• [Aim of the exercise] Which lines of the records contain "leaves"? Collect every one of them.

• [Given information]
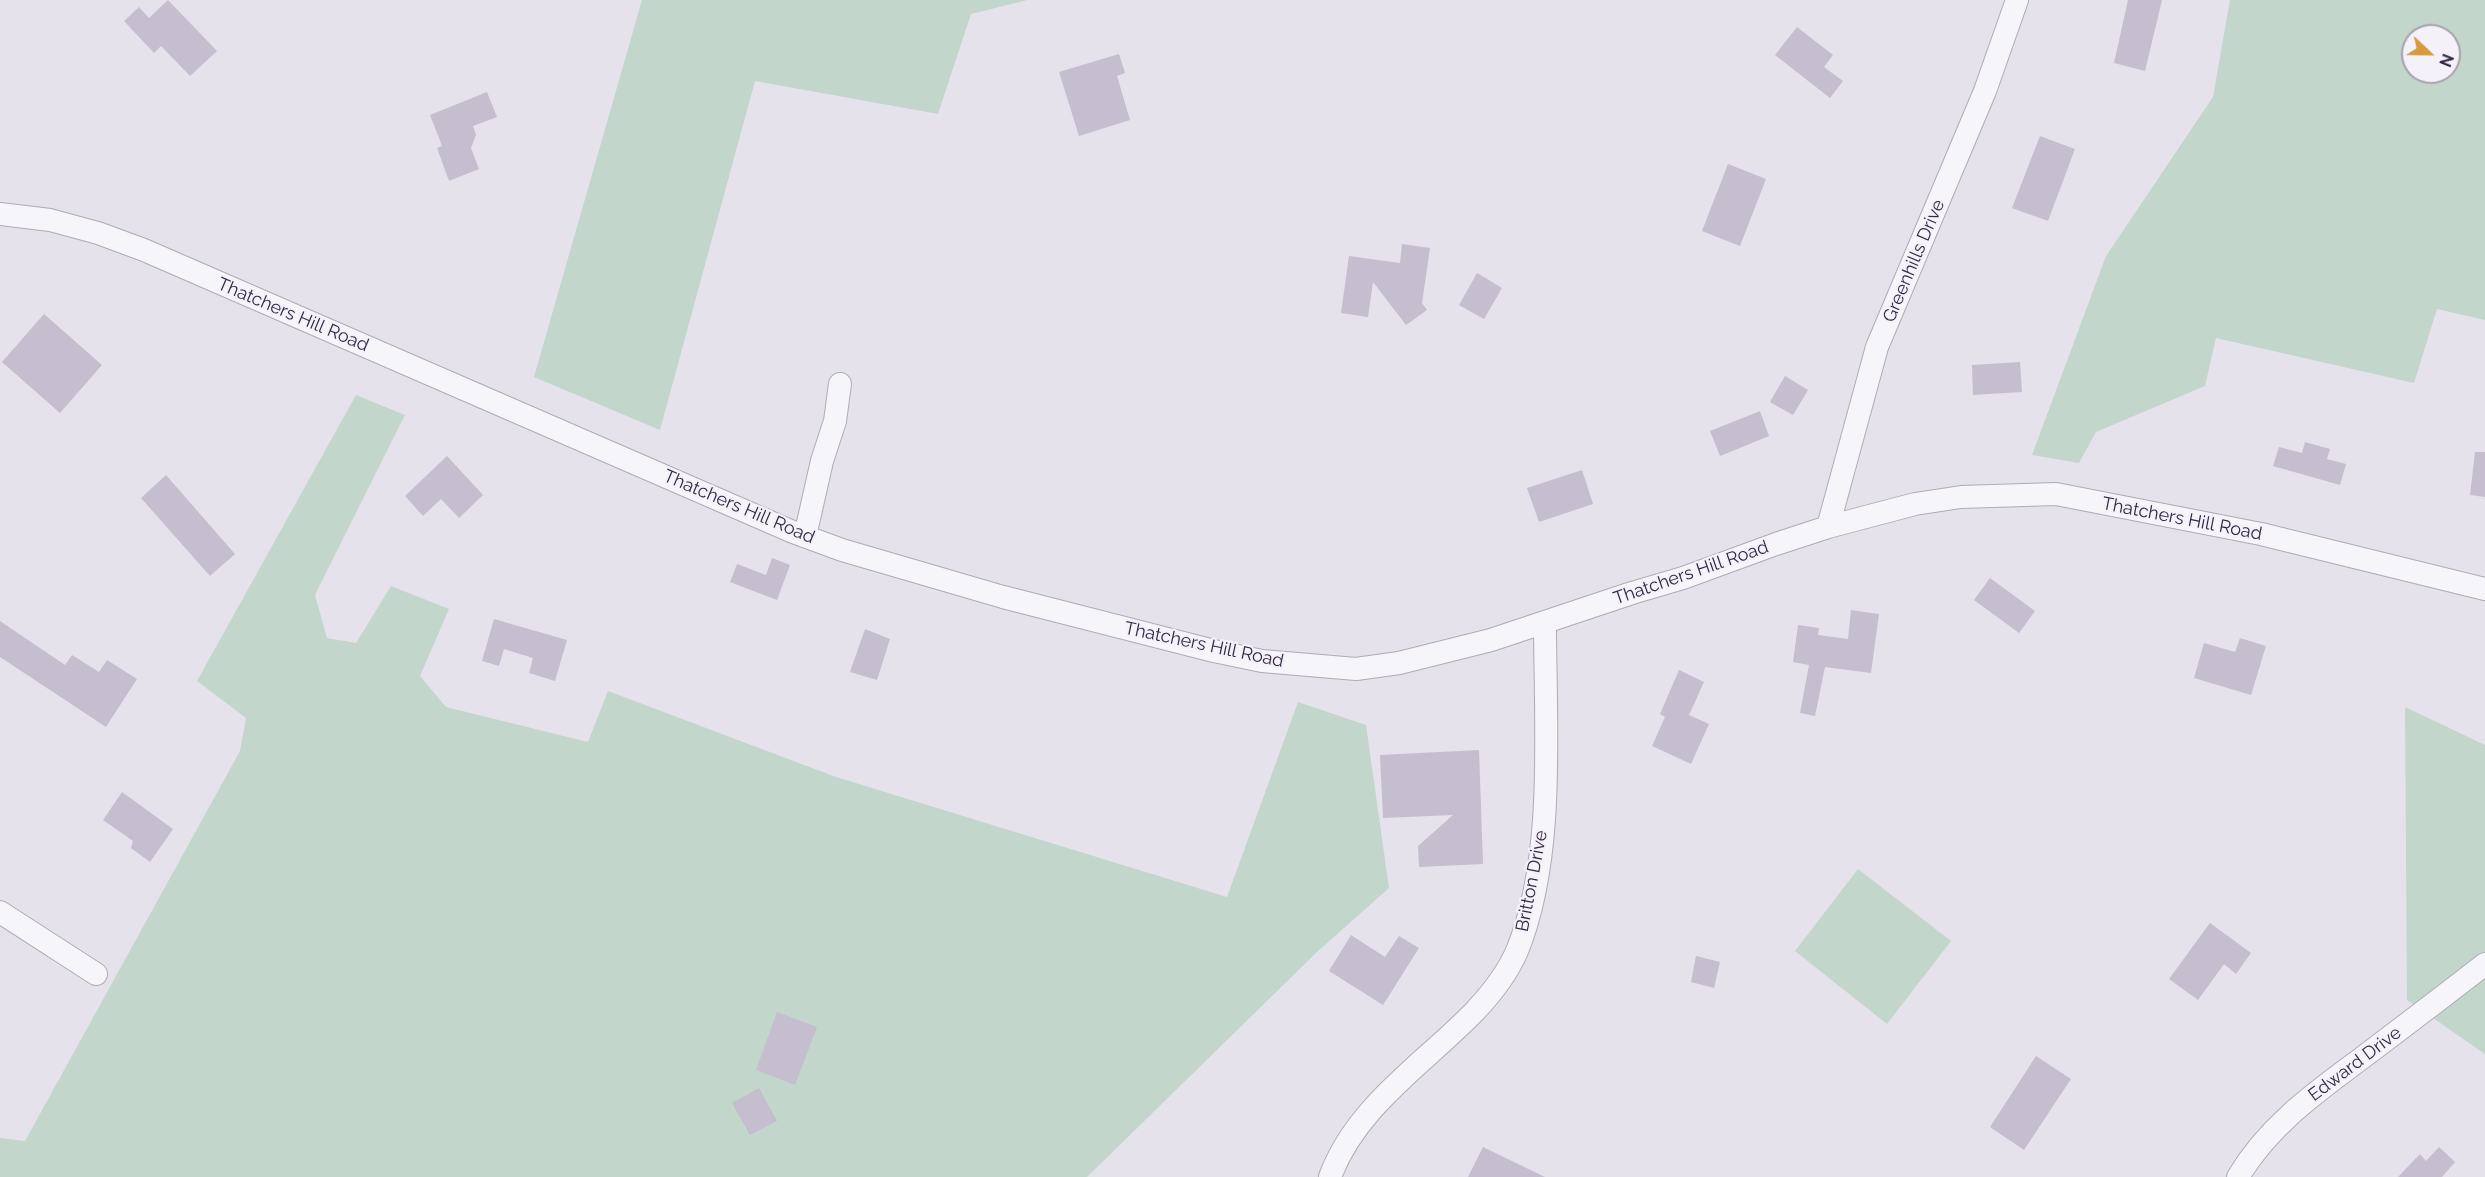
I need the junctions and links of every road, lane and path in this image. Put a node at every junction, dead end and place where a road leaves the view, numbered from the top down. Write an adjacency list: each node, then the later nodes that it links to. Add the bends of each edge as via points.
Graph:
1 (2016, 0): 4 (street, Greenhills Drive, via 1976,111 1877,347)
2 (0, 214): 5 (street, Thatchers Hill Road, via 50,220 144,250)
3 (840, 384): 5 (street, via 835,421)
4 (1828, 527): 6 (street, Thatchers Hill Road, via 1926,502 1973,496 2056,494 2283,539); 7 (street, Thatchers Hill Road, via 1683,579)
5 (805, 536): 7 (street, Thatchers Hill Road, via 1003,597 1214,651 1274,662 1356,669 1399,663)
6 (2485, 590)
7 (1545, 622): 11 (street, Britton Drive, via 1541,846 1527,920 1516,953 1499,983 1476,1009 1370,1111 1350,1138)
8 (0, 912): 10 (street)
9 (2485, 964): 12 (street, Edward Drive, via 2280,1122)
10 (96, 974)
11 (1330, 1177)
12 (2238, 1177)

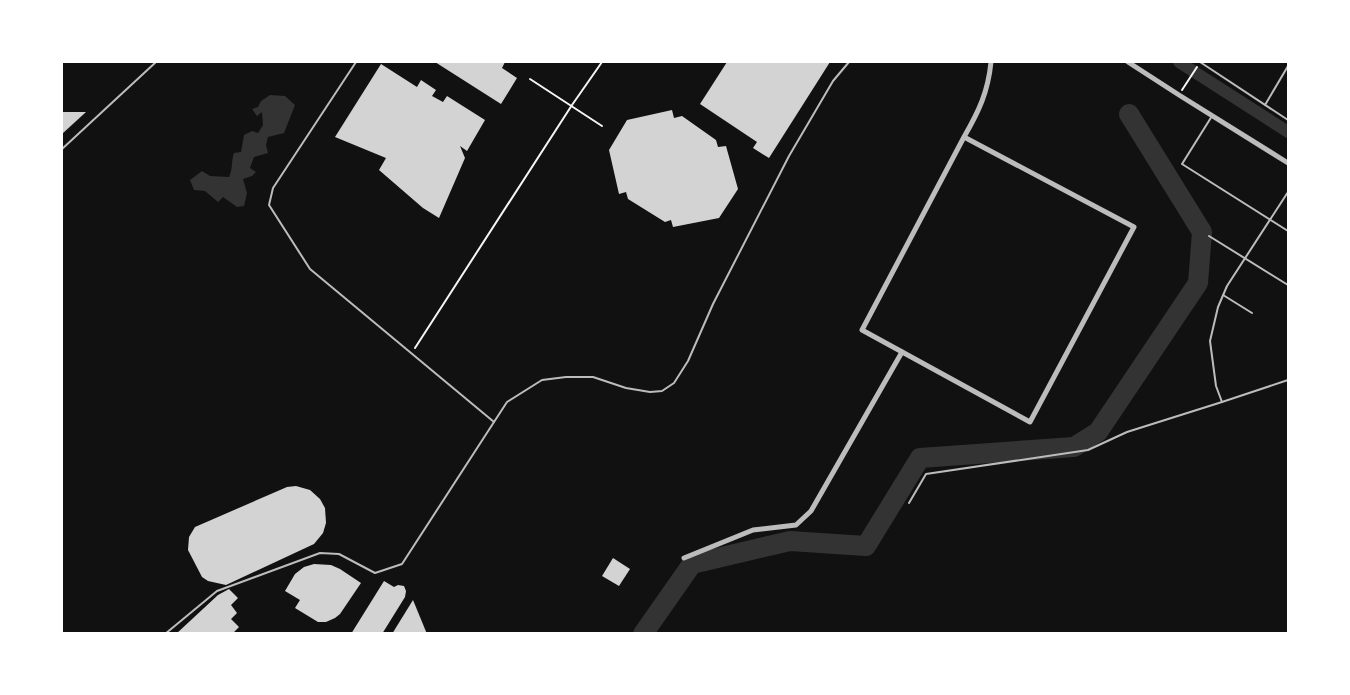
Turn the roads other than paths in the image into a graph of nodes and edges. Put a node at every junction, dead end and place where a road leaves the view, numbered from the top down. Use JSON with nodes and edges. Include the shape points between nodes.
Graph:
{"nodes":[{"id":1,"x":156,"y":62,"type":"edge"},
{"id":2,"x":356,"y":62,"type":"edge"},
{"id":3,"x":849,"y":62,"type":"edge"},
{"id":4,"x":991,"y":62,"type":"edge"},
{"id":5,"x":1128,"y":62,"type":"edge"},
{"id":6,"x":1199,"y":63,"type":"edge"},
{"id":7,"x":1288,"y":66,"type":"edge"},
{"id":8,"x":1265,"y":105,"type":"junction"},
{"id":9,"x":1212,"y":116,"type":"junction"},
{"id":10,"x":1288,"y":120,"type":"edge"},
{"id":11,"x":964,"y":137,"type":"junction"},
{"id":12,"x":62,"y":149,"type":"edge"},
{"id":13,"x":1288,"y":163,"type":"edge"},
{"id":14,"x":1288,"y":192,"type":"edge"},
{"id":15,"x":1270,"y":219,"type":"junction"},
{"id":16,"x":1288,"y":231,"type":"edge"},
{"id":17,"x":1209,"y":236,"type":"dead end"},
{"id":18,"x":1245,"y":258,"type":"junction"},
{"id":19,"x":1288,"y":285,"type":"edge"},
{"id":20,"x":1223,"y":295,"type":"junction"},
{"id":21,"x":1252,"y":313,"type":"dead end"},
{"id":22,"x":902,"y":352,"type":"junction"},
{"id":23,"x":1288,"y":380,"type":"edge"},
{"id":24,"x":1222,"y":402,"type":"junction"},
{"id":25,"x":494,"y":422,"type":"junction"},
{"id":26,"x":909,"y":503,"type":"dead end"},
{"id":27,"x":684,"y":558,"type":"dead end"},
{"id":28,"x":165,"y":633,"type":"edge"}],
"edges":[{"from":1,"to":12,"type":"lane"},
{"from":2,"to":25,"type":"lane","via":[[273,188],[269,205],[310,269]]},
{"from":3,"to":25,"type":"lane","via":[[833,81],[789,156],[674,383],[651,393],[593,377],[542,380],[507,402]]},
{"from":4,"to":11,"type":"street","via":[[980,108]]},
{"from":5,"to":9,"type":"street"},
{"from":6,"to":8,"type":"lane"},
{"from":7,"to":8,"type":"lane"},
{"from":8,"to":10,"type":"lane"},
{"from":9,"to":13,"type":"street"},
{"from":9,"to":15,"type":"lane","via":[[1182,164]]},
{"from":11,"to":22,"type":"street","via":[[862,330]]},
{"from":11,"to":22,"type":"street","via":[[1134,227],[1030,422]]},
{"from":14,"to":15,"type":"lane"},
{"from":15,"to":16,"type":"lane"},
{"from":15,"to":18,"type":"lane"},
{"from":17,"to":18,"type":"lane"},
{"from":18,"to":19,"type":"lane"},
{"from":18,"to":20,"type":"lane"},
{"from":20,"to":21,"type":"lane"},
{"from":20,"to":24,"type":"lane","via":[[1210,341]]},
{"from":22,"to":27,"type":"street","via":[[811,512],[796,525],[753,530]]},
{"from":23,"to":24,"type":"lane"},
{"from":24,"to":26,"type":"lane","via":[[1127,432],[1088,450],[926,474]]},
{"from":25,"to":28,"type":"lane","via":[[402,564],[375,573],[339,554],[320,553],[217,591]]}]}
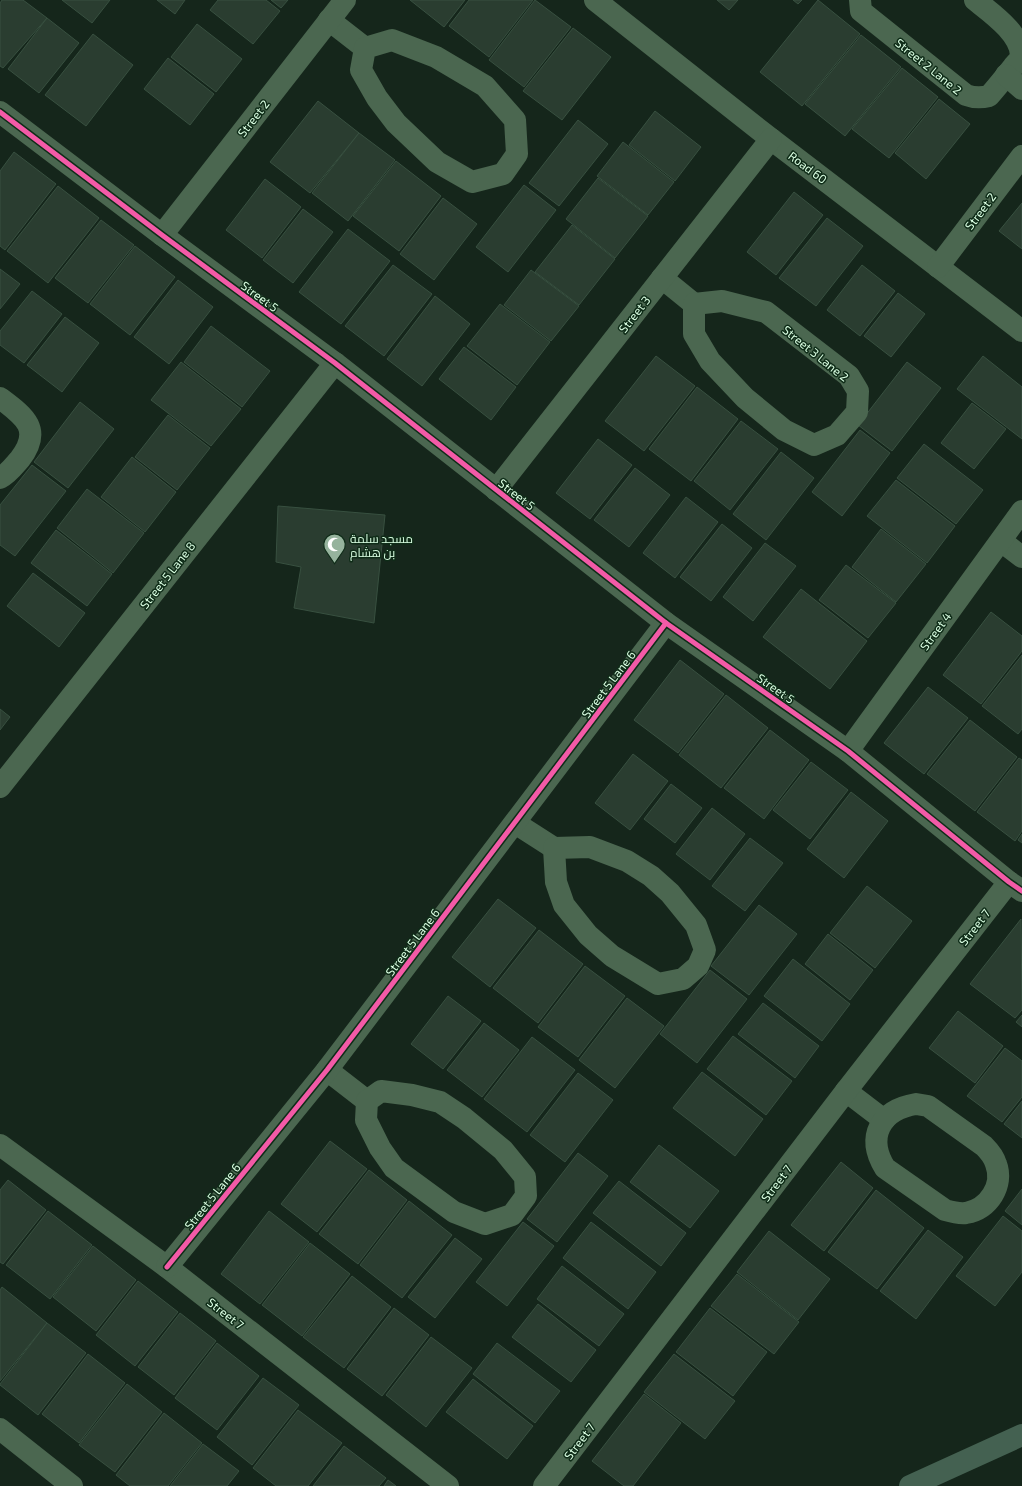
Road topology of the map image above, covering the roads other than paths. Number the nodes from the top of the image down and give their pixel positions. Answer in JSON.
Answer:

• [Solved problem]
I need the junctions and links of every road, lane and path in this image. Put a node at every junction, dead end and place where a road leaves the view, numbered from the top down. Write an adjacency list: each node, then the later nodes that it links to. Add the bends of each edge as via points.
Turn the roads other than paths in the image into a graph of nodes and edges. Put a node at every junction, dead end and place where a road leaves the view, numbered from the top down. Use JSON with nodes and edges. Include the shape points between nodes.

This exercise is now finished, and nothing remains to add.